Saved entries:
_ _ _ _ _ _ _

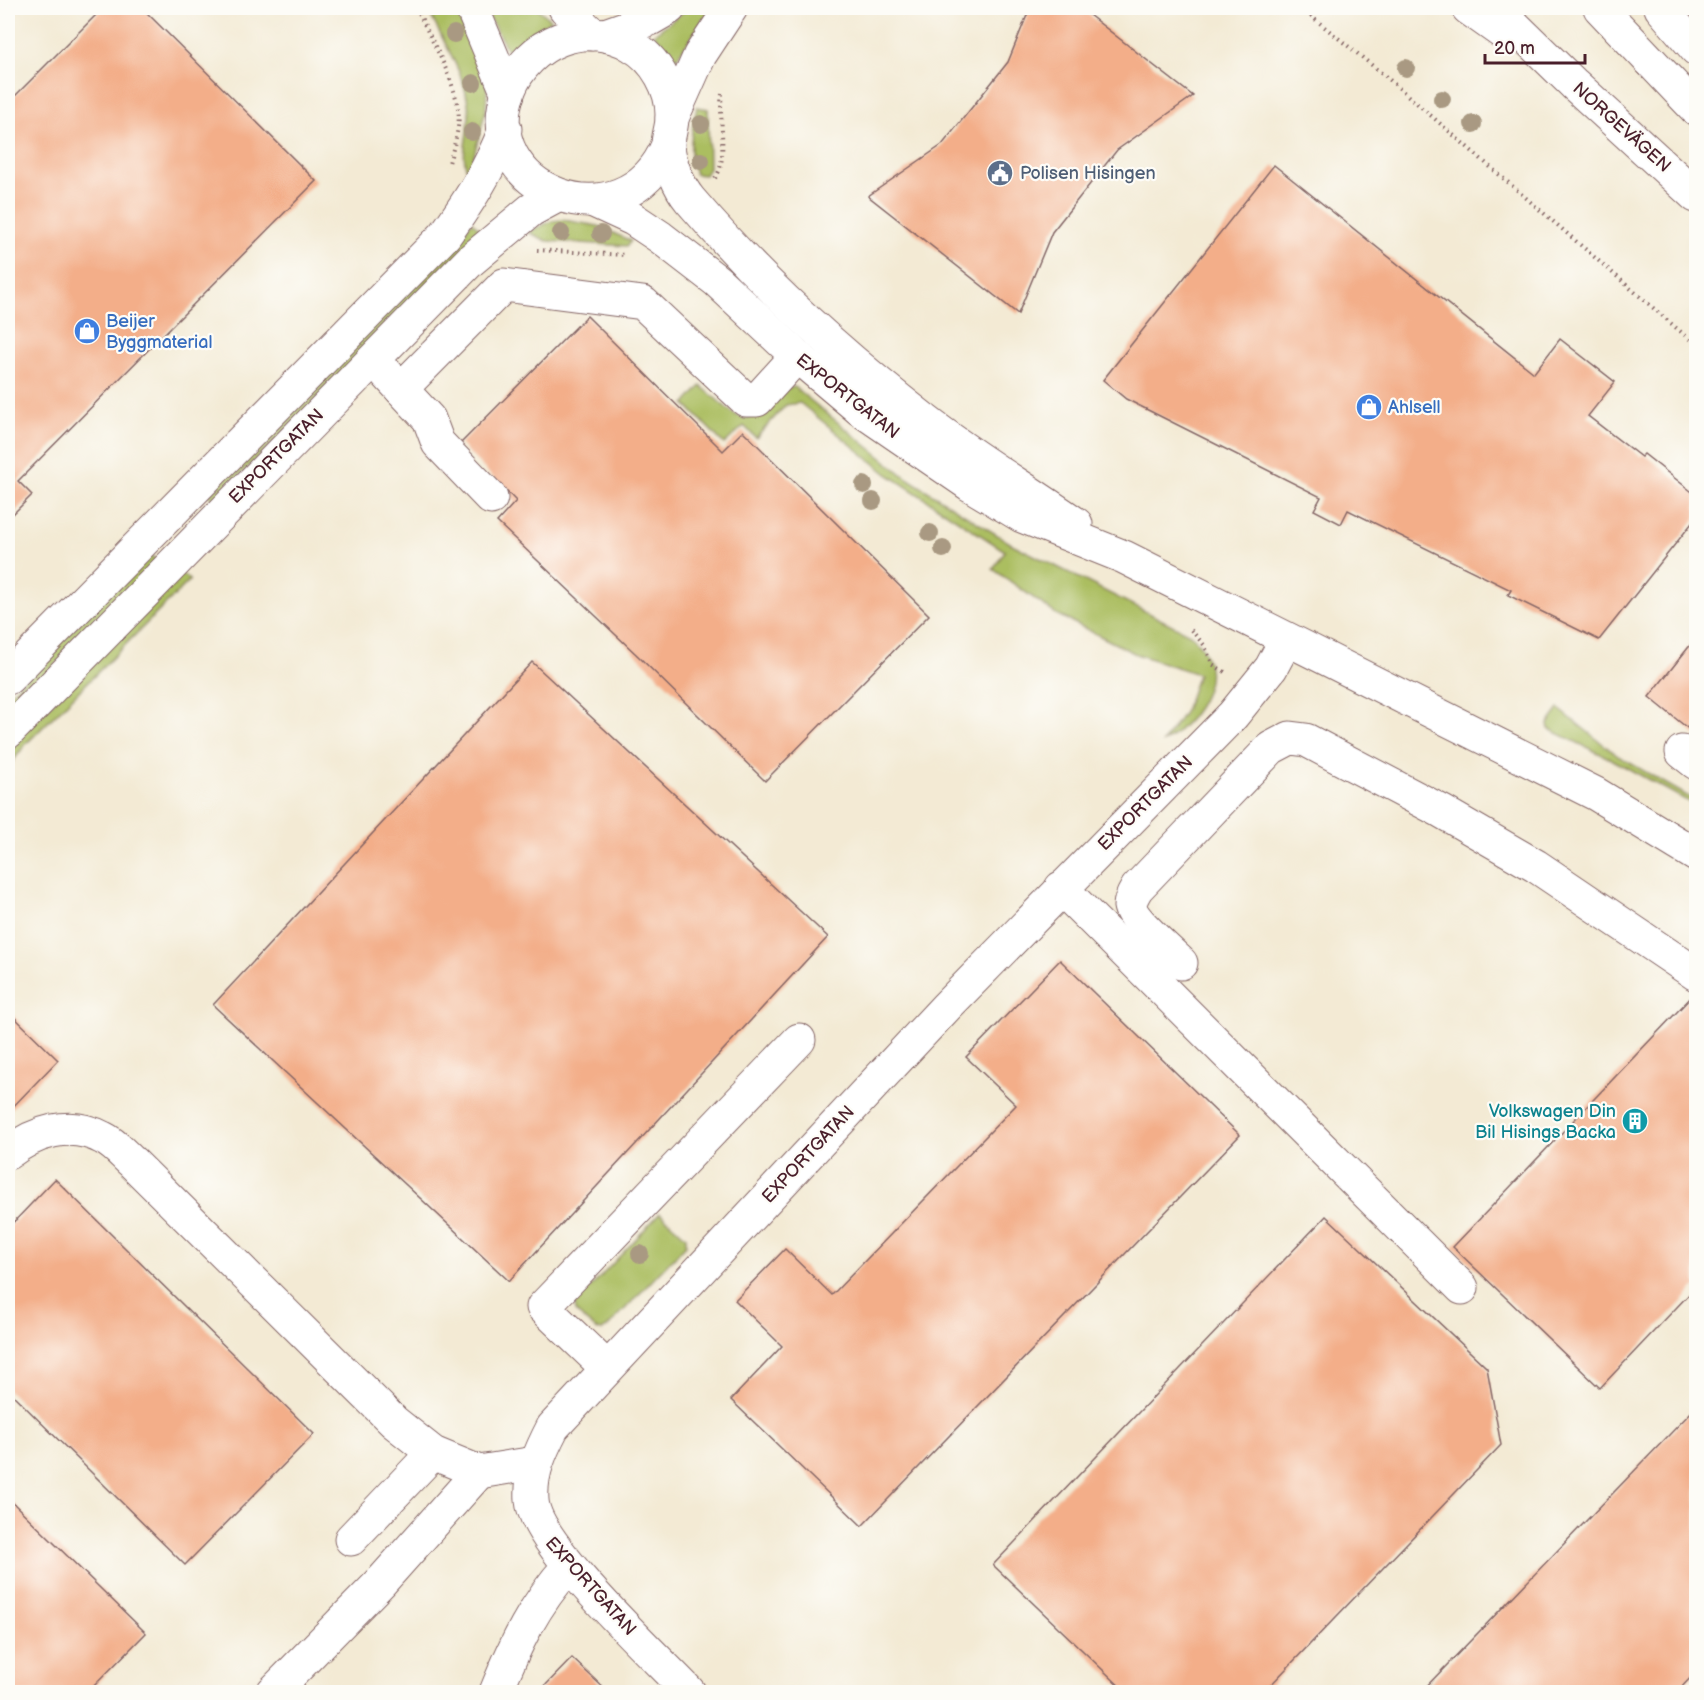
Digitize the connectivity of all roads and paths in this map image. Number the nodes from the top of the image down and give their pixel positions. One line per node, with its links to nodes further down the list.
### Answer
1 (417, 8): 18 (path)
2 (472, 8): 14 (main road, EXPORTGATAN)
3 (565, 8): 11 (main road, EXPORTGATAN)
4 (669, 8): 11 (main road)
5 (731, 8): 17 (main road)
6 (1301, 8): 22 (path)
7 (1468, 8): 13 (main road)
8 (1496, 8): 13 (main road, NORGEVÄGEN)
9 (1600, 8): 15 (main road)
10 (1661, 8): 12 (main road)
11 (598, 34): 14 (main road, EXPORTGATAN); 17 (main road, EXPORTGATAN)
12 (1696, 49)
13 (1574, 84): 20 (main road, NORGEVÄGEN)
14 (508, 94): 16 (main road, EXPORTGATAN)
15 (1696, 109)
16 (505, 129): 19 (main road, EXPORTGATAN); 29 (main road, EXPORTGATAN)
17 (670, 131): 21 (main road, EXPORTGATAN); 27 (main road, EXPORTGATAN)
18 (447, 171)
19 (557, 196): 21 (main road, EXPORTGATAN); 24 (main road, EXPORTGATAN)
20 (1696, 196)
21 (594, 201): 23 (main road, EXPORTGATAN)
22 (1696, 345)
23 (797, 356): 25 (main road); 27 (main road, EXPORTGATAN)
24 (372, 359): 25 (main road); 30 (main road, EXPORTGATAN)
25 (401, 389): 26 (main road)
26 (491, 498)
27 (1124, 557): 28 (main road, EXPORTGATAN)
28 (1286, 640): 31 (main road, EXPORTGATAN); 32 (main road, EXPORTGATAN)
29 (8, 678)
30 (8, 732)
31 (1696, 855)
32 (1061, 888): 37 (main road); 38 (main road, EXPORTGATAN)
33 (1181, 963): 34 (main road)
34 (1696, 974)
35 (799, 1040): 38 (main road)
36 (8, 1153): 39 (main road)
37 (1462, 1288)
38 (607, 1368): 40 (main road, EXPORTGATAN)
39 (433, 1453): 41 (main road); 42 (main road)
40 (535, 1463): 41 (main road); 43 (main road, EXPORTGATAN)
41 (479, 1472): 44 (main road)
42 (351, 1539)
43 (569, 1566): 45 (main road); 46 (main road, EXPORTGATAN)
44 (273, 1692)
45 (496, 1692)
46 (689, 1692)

_ _ _ _ _ _ _

Try it
The records above must be output exactly, except for the pictures.

Answer space
Digitize the connectivity of all roads and paths in this map image. Number the nodes from the top of the image down and give their pixel positions. One line per node, with its links to nodes further down the list.
### Answer
1 (417, 8): 18 (path)
2 (472, 8): 14 (main road, EXPORTGATAN)
3 (565, 8): 11 (main road, EXPORTGATAN)
4 (669, 8): 11 (main road)
5 (731, 8): 17 (main road)
6 (1301, 8): 22 (path)
7 (1468, 8): 13 (main road)
8 (1496, 8): 13 (main road, NORGEVÄGEN)
9 (1600, 8): 15 (main road)
10 (1661, 8): 12 (main road)
11 (598, 34): 14 (main road, EXPORTGATAN); 17 (main road, EXPORTGATAN)
12 (1696, 49)
13 (1574, 84): 20 (main road, NORGEVÄGEN)
14 (508, 94): 16 (main road, EXPORTGATAN)
15 (1696, 109)
16 (505, 129): 19 (main road, EXPORTGATAN); 29 (main road, EXPORTGATAN)
17 (670, 131): 21 (main road, EXPORTGATAN); 27 (main road, EXPORTGATAN)
18 (447, 171)
19 (557, 196): 21 (main road, EXPORTGATAN); 24 (main road, EXPORTGATAN)
20 (1696, 196)
21 (594, 201): 23 (main road, EXPORTGATAN)
22 (1696, 345)
23 (797, 356): 25 (main road); 27 (main road, EXPORTGATAN)
24 (372, 359): 25 (main road); 30 (main road, EXPORTGATAN)
25 (401, 389): 26 (main road)
26 (491, 498)
27 (1124, 557): 28 (main road, EXPORTGATAN)
28 (1286, 640): 31 (main road, EXPORTGATAN); 32 (main road, EXPORTGATAN)
29 (8, 678)
30 (8, 732)
31 (1696, 855)
32 (1061, 888): 37 (main road); 38 (main road, EXPORTGATAN)
33 (1181, 963): 34 (main road)
34 (1696, 974)
35 (799, 1040): 38 (main road)
36 (8, 1153): 39 (main road)
37 (1462, 1288)
38 (607, 1368): 40 (main road, EXPORTGATAN)
39 (433, 1453): 41 (main road); 42 (main road)
40 (535, 1463): 41 (main road); 43 (main road, EXPORTGATAN)
41 (479, 1472): 44 (main road)
42 (351, 1539)
43 (569, 1566): 45 (main road); 46 (main road, EXPORTGATAN)
44 (273, 1692)
45 (496, 1692)
46 (689, 1692)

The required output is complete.